I guess though - stretching the Jazz analogy, the piano IS important and Julia gives is a good piano to start with.


I can’t tell from this if you’re encouraging the Python community to drop compatibility and move forward with PyPy (this is very unlikely to happen since the core developers remain committed to CPython as the implementation of Python), or if you’re exhorting us (the Julia community) to reconsider some compatibility thing.

On the subject of compatibility and how language design choices make it hard for some languages to run fast, it seems to be generally very poorly understood just how hard the designs of languages like Python and R are for really high performance implementations. If you’re interested, here are two talks on the subject:

Armin Ronacher (one of the creators of PyPy), “How Python was Shaped by leaky Internals”:

Jan Vitek, “Making R run Fast”:

This talk contains the following key quotation by Jan:

I haven’t seen a language that is as hard to optimize as R. Somebody should give the R designer that particular prize as probably the hardest language to optimize… Compared to R, JavaScript is a beauty of elegance and good design.

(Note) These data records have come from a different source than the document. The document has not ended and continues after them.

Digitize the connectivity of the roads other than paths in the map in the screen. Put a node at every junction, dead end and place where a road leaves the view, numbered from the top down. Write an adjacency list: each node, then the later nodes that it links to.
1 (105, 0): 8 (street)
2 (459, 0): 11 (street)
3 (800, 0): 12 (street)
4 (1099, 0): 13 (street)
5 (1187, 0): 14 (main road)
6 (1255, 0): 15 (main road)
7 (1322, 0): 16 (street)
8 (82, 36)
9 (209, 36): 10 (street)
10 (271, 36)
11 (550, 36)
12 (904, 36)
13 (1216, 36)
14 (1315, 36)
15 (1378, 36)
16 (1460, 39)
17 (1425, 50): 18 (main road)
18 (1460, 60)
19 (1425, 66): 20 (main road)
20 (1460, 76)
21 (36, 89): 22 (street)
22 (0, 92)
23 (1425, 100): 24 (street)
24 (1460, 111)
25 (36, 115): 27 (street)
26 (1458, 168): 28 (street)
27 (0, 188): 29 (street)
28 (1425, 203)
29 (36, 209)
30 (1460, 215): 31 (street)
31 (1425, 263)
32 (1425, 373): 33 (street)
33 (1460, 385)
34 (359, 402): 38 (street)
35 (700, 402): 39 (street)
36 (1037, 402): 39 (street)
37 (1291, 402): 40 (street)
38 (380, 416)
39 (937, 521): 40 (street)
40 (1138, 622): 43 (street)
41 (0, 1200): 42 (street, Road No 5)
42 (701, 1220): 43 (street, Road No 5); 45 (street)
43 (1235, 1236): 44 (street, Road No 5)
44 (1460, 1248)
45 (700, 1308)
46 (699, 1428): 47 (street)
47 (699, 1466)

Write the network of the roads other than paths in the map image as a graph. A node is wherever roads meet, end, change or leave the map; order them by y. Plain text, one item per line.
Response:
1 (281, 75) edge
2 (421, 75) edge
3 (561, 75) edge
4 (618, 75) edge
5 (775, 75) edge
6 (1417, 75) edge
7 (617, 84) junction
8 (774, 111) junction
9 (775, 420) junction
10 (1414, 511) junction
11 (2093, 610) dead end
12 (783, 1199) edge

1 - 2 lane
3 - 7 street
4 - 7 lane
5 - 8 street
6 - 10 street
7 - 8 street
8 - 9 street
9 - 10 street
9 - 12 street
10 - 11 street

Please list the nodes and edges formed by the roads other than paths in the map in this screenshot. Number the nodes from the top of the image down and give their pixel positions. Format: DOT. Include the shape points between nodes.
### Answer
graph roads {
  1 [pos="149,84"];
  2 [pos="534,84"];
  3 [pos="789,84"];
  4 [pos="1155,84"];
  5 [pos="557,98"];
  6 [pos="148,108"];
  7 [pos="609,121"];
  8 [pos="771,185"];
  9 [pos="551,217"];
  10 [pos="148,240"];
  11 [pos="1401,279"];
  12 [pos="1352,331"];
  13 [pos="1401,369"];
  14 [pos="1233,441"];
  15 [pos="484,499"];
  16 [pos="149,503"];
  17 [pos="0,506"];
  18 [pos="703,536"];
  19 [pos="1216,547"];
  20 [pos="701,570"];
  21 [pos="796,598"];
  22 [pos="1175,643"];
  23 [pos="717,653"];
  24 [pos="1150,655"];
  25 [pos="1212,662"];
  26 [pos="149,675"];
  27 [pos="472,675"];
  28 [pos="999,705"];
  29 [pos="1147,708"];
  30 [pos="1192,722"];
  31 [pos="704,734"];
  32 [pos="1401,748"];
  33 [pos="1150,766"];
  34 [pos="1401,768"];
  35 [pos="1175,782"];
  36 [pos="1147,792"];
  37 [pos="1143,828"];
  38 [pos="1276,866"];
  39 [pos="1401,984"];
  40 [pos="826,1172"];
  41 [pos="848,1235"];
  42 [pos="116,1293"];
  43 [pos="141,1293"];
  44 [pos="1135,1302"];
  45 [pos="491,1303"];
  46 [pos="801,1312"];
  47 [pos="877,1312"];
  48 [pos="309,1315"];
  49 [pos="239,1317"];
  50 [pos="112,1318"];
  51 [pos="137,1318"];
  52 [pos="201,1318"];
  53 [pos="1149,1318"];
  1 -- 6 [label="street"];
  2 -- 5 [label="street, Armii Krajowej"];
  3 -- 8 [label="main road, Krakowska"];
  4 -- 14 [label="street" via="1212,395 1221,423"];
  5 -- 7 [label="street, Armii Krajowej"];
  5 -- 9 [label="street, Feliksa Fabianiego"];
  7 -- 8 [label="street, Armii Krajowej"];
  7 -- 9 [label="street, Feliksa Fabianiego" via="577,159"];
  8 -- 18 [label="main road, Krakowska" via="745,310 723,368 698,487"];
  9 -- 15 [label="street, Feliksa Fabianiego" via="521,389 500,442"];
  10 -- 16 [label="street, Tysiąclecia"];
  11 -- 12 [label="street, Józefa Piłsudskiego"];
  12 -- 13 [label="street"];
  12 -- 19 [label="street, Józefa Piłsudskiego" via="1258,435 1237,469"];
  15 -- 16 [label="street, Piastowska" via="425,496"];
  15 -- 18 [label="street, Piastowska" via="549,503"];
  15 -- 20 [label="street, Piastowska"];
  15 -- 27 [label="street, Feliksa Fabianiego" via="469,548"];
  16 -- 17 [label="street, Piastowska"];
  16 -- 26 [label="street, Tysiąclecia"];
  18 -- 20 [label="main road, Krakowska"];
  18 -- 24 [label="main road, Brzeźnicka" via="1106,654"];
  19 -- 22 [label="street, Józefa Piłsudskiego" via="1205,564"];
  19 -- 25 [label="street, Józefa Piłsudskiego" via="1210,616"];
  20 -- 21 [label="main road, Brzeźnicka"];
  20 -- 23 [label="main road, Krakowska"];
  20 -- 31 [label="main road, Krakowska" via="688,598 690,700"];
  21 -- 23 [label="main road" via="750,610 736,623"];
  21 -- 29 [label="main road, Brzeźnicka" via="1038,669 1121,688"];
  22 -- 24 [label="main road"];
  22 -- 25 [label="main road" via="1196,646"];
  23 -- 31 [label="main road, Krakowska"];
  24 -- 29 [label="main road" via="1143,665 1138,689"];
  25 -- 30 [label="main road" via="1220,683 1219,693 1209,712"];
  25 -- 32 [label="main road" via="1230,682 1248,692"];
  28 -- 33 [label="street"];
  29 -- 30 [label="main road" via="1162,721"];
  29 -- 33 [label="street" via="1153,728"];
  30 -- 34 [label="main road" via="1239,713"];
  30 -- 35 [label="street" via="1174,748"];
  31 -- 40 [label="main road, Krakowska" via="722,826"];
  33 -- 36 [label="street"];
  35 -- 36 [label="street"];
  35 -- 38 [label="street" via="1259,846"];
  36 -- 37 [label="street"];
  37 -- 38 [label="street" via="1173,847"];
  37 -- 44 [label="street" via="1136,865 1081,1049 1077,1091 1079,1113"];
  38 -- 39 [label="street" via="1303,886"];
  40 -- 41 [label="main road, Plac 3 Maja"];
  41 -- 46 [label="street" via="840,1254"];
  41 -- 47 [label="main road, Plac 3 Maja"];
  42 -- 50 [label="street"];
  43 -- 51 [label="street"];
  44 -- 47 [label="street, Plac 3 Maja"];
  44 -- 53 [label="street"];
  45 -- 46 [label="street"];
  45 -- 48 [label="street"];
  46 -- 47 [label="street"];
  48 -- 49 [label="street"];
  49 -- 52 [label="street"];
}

The title of this talk is largely aspirational (they haven’t made R run much faster), although Jan’s research lab has a variety of projects trying to improve R’s performance.


I meant that compatibility is over rated.
Sometimes it gets in the way of the real object of the project and becomes the object by itself.

For instance you can see Intel is now starting to pay for its fanatic compatibility religion when new architecture which doesn’t hold on their shoulders ~35 years of compatibility and taking advantage of lessons learned are kicking it.

So my point is that I hope, in the future, if compatibility issues stand in the way of Julia to achieve great performance improvements the choice would be to freeze a version which is compatible for anything until this day and create a new point.

I understand it should be something which promise great improvement (No one would break is for meaningless improvement), I just hope compatibility won’t become religion and the main objective of the project.

If Julia objective is to break the 2 languages problem, it means it should do what’s needed to achieve that.